Russia has in-principle agreed on the Indian nuclear liability law, which had been impeding progress in the units 3 and 4 of Kudankulam nuclear power plant.
“Yes this has been agreed,” a senior Indian official said without disclosing the modalities of the agreement.
“The liability law is certainly challenging. We are working with India and the issue has been resolved,” Kirill Komarov, deputy director general on development and international business, Rosatom State Corporation said.
He was talking to newsmen at the Atomexpo 2014, the international forum on nuclear energy.
On Monday, Sergei Kiriyenko, director general of Rosatom, had also ruled out that the Nuclear Liability Law of India was delaying any progress for Kudankulam 3 and 4 power plants. “We signed a protocol in April this year. We found a solution to it and there is no issue,” he said.

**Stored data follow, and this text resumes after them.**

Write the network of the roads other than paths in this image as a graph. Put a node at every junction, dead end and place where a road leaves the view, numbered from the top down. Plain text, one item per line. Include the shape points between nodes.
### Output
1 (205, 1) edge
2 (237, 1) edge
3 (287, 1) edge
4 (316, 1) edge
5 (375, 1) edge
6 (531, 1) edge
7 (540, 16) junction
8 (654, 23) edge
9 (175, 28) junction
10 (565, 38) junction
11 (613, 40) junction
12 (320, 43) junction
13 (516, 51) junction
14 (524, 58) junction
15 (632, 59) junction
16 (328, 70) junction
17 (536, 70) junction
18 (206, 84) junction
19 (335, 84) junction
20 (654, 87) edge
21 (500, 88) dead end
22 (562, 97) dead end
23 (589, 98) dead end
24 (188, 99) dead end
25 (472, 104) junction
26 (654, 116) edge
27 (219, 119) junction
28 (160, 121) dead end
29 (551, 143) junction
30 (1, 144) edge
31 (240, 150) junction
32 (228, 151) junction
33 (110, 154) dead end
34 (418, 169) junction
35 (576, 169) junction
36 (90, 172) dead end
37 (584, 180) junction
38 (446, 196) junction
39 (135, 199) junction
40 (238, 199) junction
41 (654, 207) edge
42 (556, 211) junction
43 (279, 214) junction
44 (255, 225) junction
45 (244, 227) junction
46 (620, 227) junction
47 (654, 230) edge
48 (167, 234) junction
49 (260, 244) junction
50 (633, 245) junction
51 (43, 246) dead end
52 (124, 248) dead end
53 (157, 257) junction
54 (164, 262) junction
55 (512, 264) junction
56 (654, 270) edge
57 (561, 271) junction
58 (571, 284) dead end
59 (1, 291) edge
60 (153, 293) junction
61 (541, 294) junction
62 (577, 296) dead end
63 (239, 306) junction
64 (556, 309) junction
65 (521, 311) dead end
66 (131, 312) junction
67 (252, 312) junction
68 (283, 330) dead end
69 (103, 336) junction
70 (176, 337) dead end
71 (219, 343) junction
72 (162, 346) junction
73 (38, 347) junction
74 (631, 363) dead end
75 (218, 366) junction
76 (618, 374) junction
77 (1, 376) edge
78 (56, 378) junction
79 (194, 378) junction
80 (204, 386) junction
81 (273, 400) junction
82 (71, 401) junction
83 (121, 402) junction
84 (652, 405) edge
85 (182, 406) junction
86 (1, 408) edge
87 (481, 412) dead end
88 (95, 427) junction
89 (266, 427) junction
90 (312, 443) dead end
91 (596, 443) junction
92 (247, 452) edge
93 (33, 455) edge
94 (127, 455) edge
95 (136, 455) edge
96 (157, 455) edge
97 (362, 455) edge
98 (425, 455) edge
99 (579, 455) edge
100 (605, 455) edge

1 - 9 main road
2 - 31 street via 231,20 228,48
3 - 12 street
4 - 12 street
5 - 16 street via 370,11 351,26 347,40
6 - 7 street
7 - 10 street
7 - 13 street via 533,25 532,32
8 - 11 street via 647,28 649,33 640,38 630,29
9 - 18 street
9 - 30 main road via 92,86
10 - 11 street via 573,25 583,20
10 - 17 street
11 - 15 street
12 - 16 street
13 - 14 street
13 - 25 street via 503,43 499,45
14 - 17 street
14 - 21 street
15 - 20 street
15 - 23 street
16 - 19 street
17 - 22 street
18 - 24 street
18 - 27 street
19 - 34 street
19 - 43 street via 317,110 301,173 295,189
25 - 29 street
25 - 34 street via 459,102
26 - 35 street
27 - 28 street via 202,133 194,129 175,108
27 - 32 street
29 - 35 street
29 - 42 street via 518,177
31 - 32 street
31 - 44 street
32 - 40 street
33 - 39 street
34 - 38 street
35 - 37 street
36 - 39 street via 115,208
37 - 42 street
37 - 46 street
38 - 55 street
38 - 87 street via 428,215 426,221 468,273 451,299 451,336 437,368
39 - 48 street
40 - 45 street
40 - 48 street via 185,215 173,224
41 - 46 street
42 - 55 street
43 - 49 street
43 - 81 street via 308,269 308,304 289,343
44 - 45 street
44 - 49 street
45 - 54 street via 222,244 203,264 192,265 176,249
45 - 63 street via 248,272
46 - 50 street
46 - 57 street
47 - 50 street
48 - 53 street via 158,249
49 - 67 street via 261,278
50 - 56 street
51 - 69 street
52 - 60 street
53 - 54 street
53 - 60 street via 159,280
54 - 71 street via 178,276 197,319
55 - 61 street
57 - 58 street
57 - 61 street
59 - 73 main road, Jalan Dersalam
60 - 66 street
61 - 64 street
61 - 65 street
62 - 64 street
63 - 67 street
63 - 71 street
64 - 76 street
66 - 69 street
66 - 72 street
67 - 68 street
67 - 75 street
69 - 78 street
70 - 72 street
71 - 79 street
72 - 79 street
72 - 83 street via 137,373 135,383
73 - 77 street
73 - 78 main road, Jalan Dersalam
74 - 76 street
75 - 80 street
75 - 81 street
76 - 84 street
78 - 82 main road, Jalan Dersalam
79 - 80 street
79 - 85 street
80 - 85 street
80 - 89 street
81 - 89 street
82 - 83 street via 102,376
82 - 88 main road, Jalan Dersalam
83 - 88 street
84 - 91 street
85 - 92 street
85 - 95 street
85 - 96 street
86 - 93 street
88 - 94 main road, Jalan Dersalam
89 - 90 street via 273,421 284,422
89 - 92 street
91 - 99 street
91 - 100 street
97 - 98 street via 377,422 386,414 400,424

The Russian officials however, did not disclose details of the agreement and whether this had led to an escalation of cost.
India and Russia signed a General Framework Agreement on unit 3 and 4 in April. Russia has said the roadmap for these two units would be ready by July.
The Civil Liability for Nuclear Damage Act, 2010 is a highly debated Act which was passed by both Houses of Indian Parliament. The Act aims to provide a civil liability for nuclear damage and prompt compensation to the victims of a nuclear incident.
Russia had so far felt that this law, which makes the suppliers of equipment financially accountable in the event of an accident, was an intervention in the partnership with India on nuclear energy.